The damage that one man that sits on council has done to this city is just so so sad… and his lackey’s on council that are scared of being “labeled” and don’t stand up to him are just as bad. Of course he can’t understand why this is the worst of his many terrible ideas… he doesn’t work even when paid as a full time employee as city clerk. He doesn’t understand the toll on small businesses because he lives off the state and views his personal struggles as your and my problems, not his. He can’t pay rent – some social service does it for him. Living expenses? Take a stipend from the state. Hey taxpayer you don’t like it? Move to Wilmette. Don’t want to live in Chicago and moved to Evanston to get away? Too bad, Evanston should be Chicago junior because that’s going so well for them.
Call me what you will but I am fed up. I put the blame on his constituency that voted him in despite his track record as clerk and said enablers above. He has made living in Evanston a version of Whack-a-Mole… stupid issue brought up by him and you have to organize, push back and knock it down. Then the next one comes up and so on and so on. In his world, it is bad to desire a comfortable life for you and your family derived from a lifetime of hard work. He doesn’t have that and neither should you!
Thank you Evanston Restaurant Association. It’s a sad, sad commentary on the current “leadership” of Evanston that this letter was even necessary. The City Council needs to vote this down now, and the voters need to remember who sponsored this ill-conceived proposal, Mayor Daniel Biss and Ald. Devon Reid (8th).
I know from personal expierence losing a small business is hard. My heart goes out to people who are struggling to run their businesses in this economy. But part of the reason our customers have less disposable income to spend is is because of unfair practices like hiring someone full-time and then underscheduling them.
If you can’t afford to pay your employees for the full number of hour you agreed that your employee would work every week, then you can’t afford to run a restaurant.
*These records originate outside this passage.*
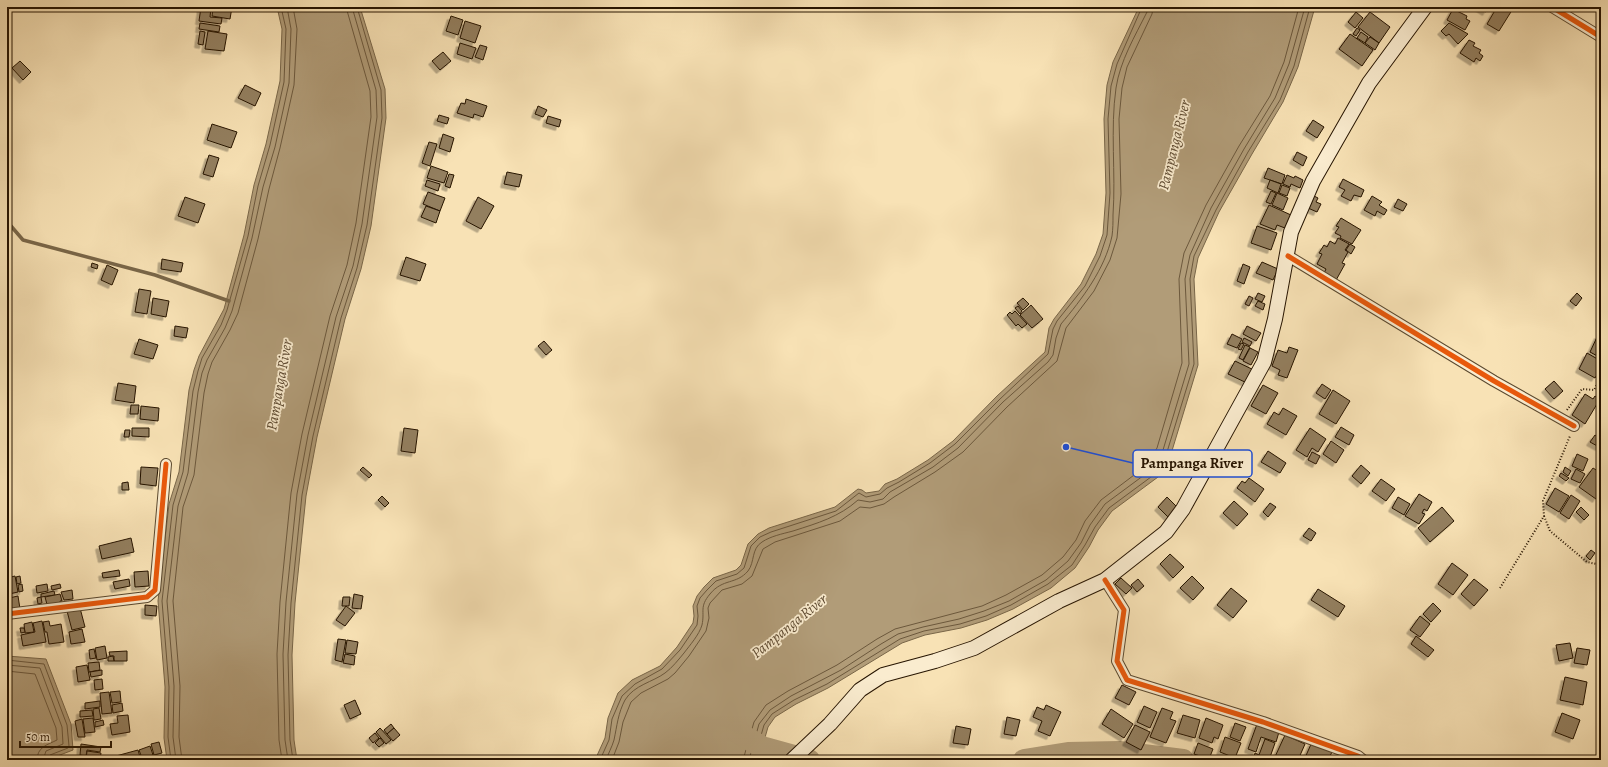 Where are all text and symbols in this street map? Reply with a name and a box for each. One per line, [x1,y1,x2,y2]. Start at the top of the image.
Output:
water label: Pampanga River [1153,97,1195,192]
water label: Pampanga River [261,337,297,432]
callout: Pampanga River [1133,450,1252,477]
text: Pampanga River [1140,453,1244,473]
water label: Pampanga River [747,589,832,663]
scale bar [20,723,111,749]
text: 50 m [26,729,50,745]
Thank you for this comment, Lacey. The irony of business owners complaining about income fluctuating due to forces outside of their control while their employees have *always* been dependent on their employer’s whims to get enough hours to afford to live.
It’s been a bit since I waited tables, but I clearly remember anytime I had to call in sick, or was unavailable to cover someone’s shift with zero notice, I was threatened with and frequently punished with a loss of hours. If the folks who signed this are going to argue that they don’t require government oversight, show us some proof that you treat your employees with fairness and dignity without being forced into it.
Note: saying you “hire our kids” echoes the republican party line about minimum wage jobs not needing to pay enough to live on because they are for teenagers. Is this an intentional reference? Are you saying you don’t need to treat your employees fairly because they’re all high school kids working for pocket money?
I’m also wondering why a security guard who pointed a gun at a patron of the Evanston library is still on the Security staff…admittedly, I don’t know details re the incident, but if it led to his being let go from the Niles police Dept, I’m puzzled as to why he’s still working for the library.
I’m not familiar with the details of this new proposed ordinance, Fair Work Week, but I am impressed by the articulateness of the opposition to it. I especially noted that it appears this ordinance has not come about due to employee complaints or requests, and that where such ordinances exist, they seem to exist only for significantly larger businesses that likely have the resources to meet the requirements of it.
I especially noticed the reference to a recent consultants’ study of how to support small businesses in Evanston, which this group seems to support…it’s very common for Evanston to spend googobs of cash on such studies, only to ignore recommendations that seem supported by the community they were meant to serve.
What’s up with Evanston? Come on, folks. We can do better. I’m familiar, as are most residents, with most of the food businesses who signed the letter and I personally support their efforts.